Several of his customers lived on the Mescalero Apache Reservation, which was right down the road on U.S. 70.
They didn't have the best of feelings for the merchant, though, he said.
"They liked my stuff, but they didn't like me," he said. "That's because I wasn't a full Indian. But they had to buy from me, because I was the only one who knew how to make these things."
Two years ago, the family boomeranged back East, to be closer to Reading.
Now, he wants to revive his career as an American Indian interpreter, dressing in historically correct, authentic garb he makes himself as he discusses the politics and particulars of Northern Plains Indians in the 18th- and 19th-century America.

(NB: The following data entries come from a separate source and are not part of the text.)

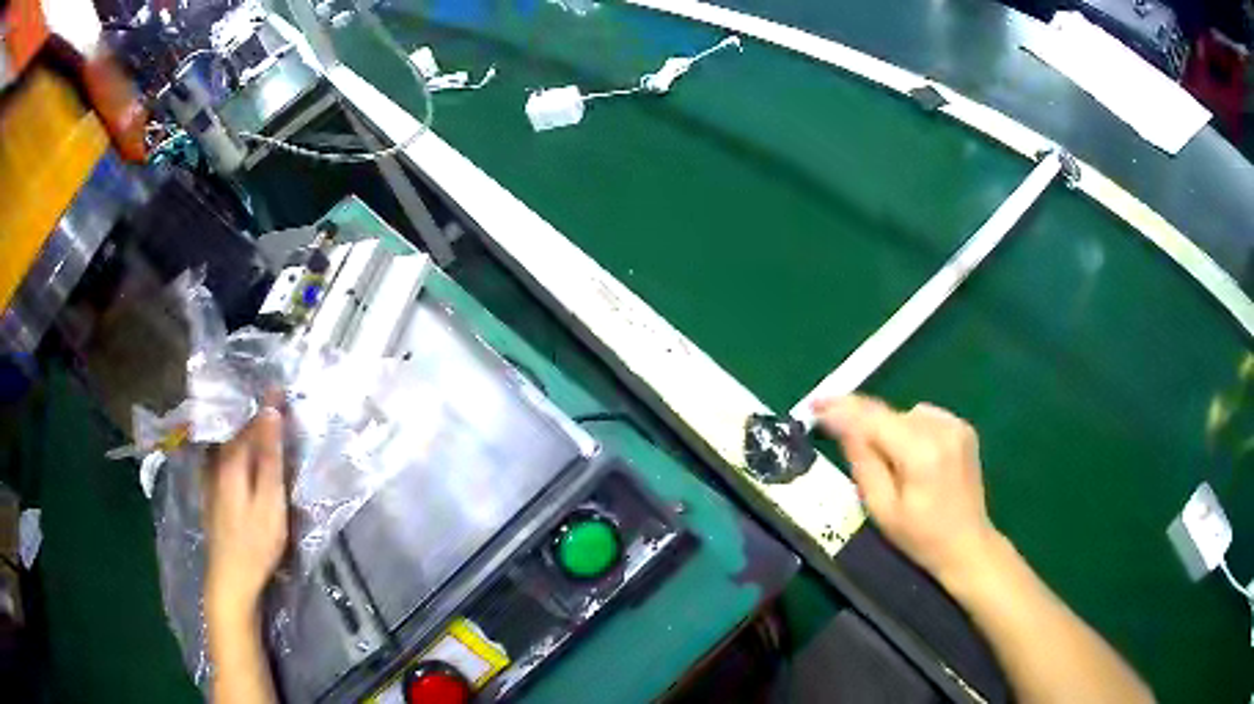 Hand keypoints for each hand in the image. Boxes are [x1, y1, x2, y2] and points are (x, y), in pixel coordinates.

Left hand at [204, 404, 287, 624]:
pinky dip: (235, 445)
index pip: (252, 421)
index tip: (282, 385)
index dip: (268, 404)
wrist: (230, 578)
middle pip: (237, 429)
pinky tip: (241, 449)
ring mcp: (211, 477)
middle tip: (274, 398)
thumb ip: (270, 457)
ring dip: (243, 427)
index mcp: (232, 460)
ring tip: (259, 417)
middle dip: (254, 412)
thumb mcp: (270, 502)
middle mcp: (217, 461)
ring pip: (228, 442)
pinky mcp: (211, 491)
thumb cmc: (255, 543)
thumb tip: (271, 412)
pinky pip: (223, 456)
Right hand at [814, 395, 996, 588]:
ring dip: (890, 430)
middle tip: (846, 446)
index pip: (873, 418)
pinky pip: (924, 418)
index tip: (815, 405)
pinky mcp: (963, 428)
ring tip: (891, 463)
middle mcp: (941, 428)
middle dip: (866, 426)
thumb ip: (862, 462)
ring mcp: (956, 425)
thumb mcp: (881, 508)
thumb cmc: (920, 537)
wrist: (967, 544)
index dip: (842, 408)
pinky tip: (913, 457)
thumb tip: (843, 425)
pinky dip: (911, 431)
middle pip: (889, 415)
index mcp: (920, 452)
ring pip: (905, 415) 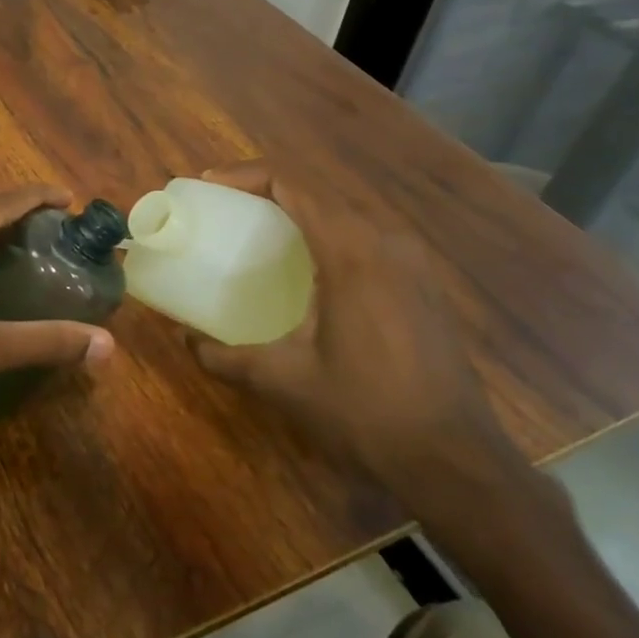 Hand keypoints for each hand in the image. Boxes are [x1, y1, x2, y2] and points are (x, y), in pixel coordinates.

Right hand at [187, 162, 526, 505]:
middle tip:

He's in the process of lining up appearances at schools and festivals.
"I don't necessarily 'romanticize' Indians," he said. He talks about the land-grabs and sneak attacks from one tribe to the other. He tempers the real stuff with respect, though. He also looks in quiet awe at a population that also had, and has, deep reverence for the Earth and its resources.
Look for him to explore another icon synonymous with West Virginia — one that isn't always accurately portrayed.
"I'm working up some things on your Mountain Man," he said. "Mountaineers in this part of the country back then weren't those big, burly guys with beards. They were pretty scrawny. And they were clean-shaven, because they were dealing with Indians. Indians hated facial hair."
"These guys didn't do pushups after touchdowns, either."